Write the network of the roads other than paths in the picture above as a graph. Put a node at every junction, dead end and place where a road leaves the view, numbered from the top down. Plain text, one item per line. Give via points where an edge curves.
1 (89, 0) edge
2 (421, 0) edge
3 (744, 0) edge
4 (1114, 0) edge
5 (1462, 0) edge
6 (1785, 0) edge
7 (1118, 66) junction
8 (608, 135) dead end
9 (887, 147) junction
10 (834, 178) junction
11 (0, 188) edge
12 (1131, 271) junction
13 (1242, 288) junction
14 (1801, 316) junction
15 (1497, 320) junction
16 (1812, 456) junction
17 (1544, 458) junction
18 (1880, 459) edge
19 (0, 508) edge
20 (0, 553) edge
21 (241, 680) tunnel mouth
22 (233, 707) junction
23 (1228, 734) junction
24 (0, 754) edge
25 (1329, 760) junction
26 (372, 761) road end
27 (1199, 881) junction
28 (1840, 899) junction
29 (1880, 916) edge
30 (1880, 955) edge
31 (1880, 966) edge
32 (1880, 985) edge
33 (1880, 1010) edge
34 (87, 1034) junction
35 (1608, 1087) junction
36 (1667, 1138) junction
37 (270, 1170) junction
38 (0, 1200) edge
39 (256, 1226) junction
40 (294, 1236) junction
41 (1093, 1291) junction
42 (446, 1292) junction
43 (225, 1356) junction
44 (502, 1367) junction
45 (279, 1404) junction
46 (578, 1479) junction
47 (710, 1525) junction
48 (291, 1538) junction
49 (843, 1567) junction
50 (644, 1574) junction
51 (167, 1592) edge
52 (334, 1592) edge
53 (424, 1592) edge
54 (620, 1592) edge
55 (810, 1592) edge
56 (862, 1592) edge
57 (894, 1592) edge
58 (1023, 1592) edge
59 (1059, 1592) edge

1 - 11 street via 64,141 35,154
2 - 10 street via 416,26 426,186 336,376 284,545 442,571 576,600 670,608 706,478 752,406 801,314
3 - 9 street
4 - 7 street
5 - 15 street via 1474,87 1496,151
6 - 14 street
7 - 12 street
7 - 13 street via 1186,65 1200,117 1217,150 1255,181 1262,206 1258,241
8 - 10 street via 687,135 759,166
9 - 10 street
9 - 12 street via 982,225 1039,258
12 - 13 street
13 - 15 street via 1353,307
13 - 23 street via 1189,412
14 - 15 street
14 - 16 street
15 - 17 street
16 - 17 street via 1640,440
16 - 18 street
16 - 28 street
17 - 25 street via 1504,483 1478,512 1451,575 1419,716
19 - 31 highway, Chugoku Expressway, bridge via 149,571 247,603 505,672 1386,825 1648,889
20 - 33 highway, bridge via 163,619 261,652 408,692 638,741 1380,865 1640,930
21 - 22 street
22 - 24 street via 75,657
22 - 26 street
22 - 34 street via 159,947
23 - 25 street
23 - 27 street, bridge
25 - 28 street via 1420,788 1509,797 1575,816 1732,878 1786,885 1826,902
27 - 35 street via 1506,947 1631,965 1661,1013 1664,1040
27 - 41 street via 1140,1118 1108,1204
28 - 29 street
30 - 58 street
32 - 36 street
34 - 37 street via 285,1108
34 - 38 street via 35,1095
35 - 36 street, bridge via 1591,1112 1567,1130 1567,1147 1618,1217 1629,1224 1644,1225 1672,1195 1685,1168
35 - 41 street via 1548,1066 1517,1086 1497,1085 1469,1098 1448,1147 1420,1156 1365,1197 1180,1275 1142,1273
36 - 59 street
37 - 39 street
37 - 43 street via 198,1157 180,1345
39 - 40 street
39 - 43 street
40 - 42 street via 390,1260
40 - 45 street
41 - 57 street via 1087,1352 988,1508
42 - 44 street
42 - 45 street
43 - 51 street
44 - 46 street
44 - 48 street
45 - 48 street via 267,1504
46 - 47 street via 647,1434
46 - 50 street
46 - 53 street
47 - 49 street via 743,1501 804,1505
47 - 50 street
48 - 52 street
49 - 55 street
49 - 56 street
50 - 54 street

________________

*Exercise objective*.
Transcribe the entries exactly, and make each line match the original.

*Exercise solution*.
Write the network of the roads other than paths in the picture above as a graph. Put a node at every junction, dead end and place where a road leaves the view, numbered from the top down. Plain text, one item per line. Give via points where an edge curves.
1 (89, 0) edge
2 (421, 0) edge
3 (744, 0) edge
4 (1114, 0) edge
5 (1462, 0) edge
6 (1785, 0) edge
7 (1118, 66) junction
8 (608, 135) dead end
9 (887, 147) junction
10 (834, 178) junction
11 (0, 188) edge
12 (1131, 271) junction
13 (1242, 288) junction
14 (1801, 316) junction
15 (1497, 320) junction
16 (1812, 456) junction
17 (1544, 458) junction
18 (1880, 459) edge
19 (0, 508) edge
20 (0, 553) edge
21 (241, 680) tunnel mouth
22 (233, 707) junction
23 (1228, 734) junction
24 (0, 754) edge
25 (1329, 760) junction
26 (372, 761) road end
27 (1199, 881) junction
28 (1840, 899) junction
29 (1880, 916) edge
30 (1880, 955) edge
31 (1880, 966) edge
32 (1880, 985) edge
33 (1880, 1010) edge
34 (87, 1034) junction
35 (1608, 1087) junction
36 (1667, 1138) junction
37 (270, 1170) junction
38 (0, 1200) edge
39 (256, 1226) junction
40 (294, 1236) junction
41 (1093, 1291) junction
42 (446, 1292) junction
43 (225, 1356) junction
44 (502, 1367) junction
45 (279, 1404) junction
46 (578, 1479) junction
47 (710, 1525) junction
48 (291, 1538) junction
49 (843, 1567) junction
50 (644, 1574) junction
51 (167, 1592) edge
52 (334, 1592) edge
53 (424, 1592) edge
54 (620, 1592) edge
55 (810, 1592) edge
56 (862, 1592) edge
57 (894, 1592) edge
58 (1023, 1592) edge
59 (1059, 1592) edge

1 - 11 street via 64,141 35,154
2 - 10 street via 416,26 426,186 336,376 284,545 442,571 576,600 670,608 706,478 752,406 801,314
3 - 9 street
4 - 7 street
5 - 15 street via 1474,87 1496,151
6 - 14 street
7 - 12 street
7 - 13 street via 1186,65 1200,117 1217,150 1255,181 1262,206 1258,241
8 - 10 street via 687,135 759,166
9 - 10 street
9 - 12 street via 982,225 1039,258
12 - 13 street
13 - 15 street via 1353,307
13 - 23 street via 1189,412
14 - 15 street
14 - 16 street
15 - 17 street
16 - 17 street via 1640,440
16 - 18 street
16 - 28 street
17 - 25 street via 1504,483 1478,512 1451,575 1419,716
19 - 31 highway, Chugoku Expressway, bridge via 149,571 247,603 505,672 1386,825 1648,889
20 - 33 highway, bridge via 163,619 261,652 408,692 638,741 1380,865 1640,930
21 - 22 street
22 - 24 street via 75,657
22 - 26 street
22 - 34 street via 159,947
23 - 25 street
23 - 27 street, bridge
25 - 28 street via 1420,788 1509,797 1575,816 1732,878 1786,885 1826,902
27 - 35 street via 1506,947 1631,965 1661,1013 1664,1040
27 - 41 street via 1140,1118 1108,1204
28 - 29 street
30 - 58 street
32 - 36 street
34 - 37 street via 285,1108
34 - 38 street via 35,1095
35 - 36 street, bridge via 1591,1112 1567,1130 1567,1147 1618,1217 1629,1224 1644,1225 1672,1195 1685,1168
35 - 41 street via 1548,1066 1517,1086 1497,1085 1469,1098 1448,1147 1420,1156 1365,1197 1180,1275 1142,1273
36 - 59 street
37 - 39 street
37 - 43 street via 198,1157 180,1345
39 - 40 street
39 - 43 street
40 - 42 street via 390,1260
40 - 45 street
41 - 57 street via 1087,1352 988,1508
42 - 44 street
42 - 45 street
43 - 51 street
44 - 46 street
44 - 48 street
45 - 48 street via 267,1504
46 - 47 street via 647,1434
46 - 50 street
46 - 53 street
47 - 49 street via 743,1501 804,1505
47 - 50 street
48 - 52 street
49 - 55 street
49 - 56 street
50 - 54 street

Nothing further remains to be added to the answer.